(Goal of the exercise): For the word "dead", work out how many lines in the records below contain it and state that count alone.

(Source material):
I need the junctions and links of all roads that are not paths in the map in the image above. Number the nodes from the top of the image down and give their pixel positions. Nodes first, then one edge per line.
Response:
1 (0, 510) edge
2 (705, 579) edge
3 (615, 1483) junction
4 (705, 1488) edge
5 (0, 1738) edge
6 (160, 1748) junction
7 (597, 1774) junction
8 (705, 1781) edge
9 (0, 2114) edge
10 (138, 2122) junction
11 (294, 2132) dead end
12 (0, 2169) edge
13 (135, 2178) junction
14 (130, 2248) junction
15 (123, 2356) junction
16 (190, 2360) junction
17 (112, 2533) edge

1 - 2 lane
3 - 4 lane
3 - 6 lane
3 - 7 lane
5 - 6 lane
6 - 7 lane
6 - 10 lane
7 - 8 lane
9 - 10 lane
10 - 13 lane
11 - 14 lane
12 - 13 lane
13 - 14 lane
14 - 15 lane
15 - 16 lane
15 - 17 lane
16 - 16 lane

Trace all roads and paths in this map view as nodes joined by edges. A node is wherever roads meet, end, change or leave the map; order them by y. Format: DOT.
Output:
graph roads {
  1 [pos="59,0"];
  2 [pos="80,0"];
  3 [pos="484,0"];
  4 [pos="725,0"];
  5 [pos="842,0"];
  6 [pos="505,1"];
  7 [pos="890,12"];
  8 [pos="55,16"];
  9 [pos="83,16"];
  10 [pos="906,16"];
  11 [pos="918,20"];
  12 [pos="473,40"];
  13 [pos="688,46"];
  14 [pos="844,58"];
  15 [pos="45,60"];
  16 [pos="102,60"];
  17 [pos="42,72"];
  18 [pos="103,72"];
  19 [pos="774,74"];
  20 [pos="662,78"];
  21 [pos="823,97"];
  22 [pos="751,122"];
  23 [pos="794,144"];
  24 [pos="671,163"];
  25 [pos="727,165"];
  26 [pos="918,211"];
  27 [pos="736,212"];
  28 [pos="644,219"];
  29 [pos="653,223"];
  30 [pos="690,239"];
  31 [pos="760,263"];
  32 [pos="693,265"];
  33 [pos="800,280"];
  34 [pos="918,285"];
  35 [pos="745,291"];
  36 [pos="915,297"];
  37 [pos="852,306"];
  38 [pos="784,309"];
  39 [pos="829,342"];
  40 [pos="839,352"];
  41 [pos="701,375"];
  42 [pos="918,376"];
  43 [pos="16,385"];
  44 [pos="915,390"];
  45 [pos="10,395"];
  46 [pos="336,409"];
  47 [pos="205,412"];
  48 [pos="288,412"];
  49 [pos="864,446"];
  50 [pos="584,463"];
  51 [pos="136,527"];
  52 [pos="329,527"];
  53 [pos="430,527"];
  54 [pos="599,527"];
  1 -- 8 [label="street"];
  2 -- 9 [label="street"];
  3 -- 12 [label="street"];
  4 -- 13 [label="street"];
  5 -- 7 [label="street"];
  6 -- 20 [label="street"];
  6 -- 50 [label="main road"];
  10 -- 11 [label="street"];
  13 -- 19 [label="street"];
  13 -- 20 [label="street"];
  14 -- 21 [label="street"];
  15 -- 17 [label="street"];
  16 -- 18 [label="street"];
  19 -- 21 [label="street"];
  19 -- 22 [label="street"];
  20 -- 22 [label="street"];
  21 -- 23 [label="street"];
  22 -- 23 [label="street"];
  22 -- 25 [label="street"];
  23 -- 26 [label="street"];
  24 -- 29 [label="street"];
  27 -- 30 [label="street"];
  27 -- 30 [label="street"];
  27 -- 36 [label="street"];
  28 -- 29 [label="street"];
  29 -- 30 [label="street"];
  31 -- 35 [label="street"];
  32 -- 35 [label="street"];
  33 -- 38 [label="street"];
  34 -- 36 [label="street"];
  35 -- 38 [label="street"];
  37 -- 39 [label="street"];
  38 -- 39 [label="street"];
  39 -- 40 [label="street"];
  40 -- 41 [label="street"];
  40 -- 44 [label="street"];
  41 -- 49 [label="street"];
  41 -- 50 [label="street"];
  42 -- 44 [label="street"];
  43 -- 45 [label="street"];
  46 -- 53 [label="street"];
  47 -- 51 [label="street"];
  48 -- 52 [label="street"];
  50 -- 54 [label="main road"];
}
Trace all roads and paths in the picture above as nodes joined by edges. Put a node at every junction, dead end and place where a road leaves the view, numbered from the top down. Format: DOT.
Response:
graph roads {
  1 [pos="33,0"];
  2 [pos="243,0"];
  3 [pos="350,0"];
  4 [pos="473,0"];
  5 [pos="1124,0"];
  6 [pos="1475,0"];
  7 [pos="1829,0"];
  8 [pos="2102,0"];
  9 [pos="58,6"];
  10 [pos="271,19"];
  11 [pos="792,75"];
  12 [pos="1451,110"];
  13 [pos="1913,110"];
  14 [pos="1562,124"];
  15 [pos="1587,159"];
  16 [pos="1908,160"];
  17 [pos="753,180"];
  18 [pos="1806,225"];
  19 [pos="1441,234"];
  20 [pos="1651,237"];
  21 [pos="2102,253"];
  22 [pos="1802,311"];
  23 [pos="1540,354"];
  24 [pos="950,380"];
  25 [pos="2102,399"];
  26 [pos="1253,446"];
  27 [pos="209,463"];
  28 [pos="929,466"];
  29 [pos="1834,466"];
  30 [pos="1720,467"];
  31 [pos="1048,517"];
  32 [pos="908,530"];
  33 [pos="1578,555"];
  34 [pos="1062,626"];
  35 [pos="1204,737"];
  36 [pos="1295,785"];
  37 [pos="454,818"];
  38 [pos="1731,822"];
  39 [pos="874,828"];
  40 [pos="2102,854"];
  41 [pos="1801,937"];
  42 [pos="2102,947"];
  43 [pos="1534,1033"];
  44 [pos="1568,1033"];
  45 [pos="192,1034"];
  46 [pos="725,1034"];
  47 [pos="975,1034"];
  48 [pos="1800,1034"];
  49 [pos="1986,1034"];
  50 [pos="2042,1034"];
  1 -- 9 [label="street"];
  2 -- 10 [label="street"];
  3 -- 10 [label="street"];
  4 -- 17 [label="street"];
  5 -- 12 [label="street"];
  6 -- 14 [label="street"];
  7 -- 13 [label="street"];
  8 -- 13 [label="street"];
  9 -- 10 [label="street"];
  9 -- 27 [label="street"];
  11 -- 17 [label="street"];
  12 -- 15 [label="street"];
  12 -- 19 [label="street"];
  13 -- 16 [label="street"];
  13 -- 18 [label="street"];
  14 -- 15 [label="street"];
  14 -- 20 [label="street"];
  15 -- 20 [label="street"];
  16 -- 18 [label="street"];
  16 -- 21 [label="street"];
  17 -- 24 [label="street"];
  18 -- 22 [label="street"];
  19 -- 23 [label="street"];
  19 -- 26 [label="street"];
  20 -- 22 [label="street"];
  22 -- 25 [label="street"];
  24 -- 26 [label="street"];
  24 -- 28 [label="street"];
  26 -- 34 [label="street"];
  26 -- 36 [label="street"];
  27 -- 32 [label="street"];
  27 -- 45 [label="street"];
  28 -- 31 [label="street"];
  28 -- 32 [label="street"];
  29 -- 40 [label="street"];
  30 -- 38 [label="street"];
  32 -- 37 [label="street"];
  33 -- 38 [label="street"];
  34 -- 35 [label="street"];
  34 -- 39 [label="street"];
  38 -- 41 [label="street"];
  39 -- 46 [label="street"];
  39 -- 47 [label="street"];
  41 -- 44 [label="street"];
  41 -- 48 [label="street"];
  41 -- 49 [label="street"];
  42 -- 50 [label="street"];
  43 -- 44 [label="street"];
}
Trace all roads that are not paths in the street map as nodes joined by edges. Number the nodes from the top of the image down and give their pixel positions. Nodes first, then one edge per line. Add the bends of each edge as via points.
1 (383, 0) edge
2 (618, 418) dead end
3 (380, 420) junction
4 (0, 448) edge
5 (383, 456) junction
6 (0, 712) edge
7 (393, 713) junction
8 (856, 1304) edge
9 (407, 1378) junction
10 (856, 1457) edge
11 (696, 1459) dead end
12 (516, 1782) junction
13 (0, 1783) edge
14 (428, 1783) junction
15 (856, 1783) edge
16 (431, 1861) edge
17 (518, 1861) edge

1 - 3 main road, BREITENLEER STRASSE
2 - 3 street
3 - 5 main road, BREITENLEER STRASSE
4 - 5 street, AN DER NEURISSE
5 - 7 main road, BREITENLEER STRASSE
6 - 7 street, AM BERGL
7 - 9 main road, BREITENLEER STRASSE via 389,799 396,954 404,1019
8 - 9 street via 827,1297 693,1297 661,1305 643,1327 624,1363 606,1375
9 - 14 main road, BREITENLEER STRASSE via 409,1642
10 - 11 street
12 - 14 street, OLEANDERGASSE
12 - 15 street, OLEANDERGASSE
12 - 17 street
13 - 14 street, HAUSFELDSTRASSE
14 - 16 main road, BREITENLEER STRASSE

(Your solution): 4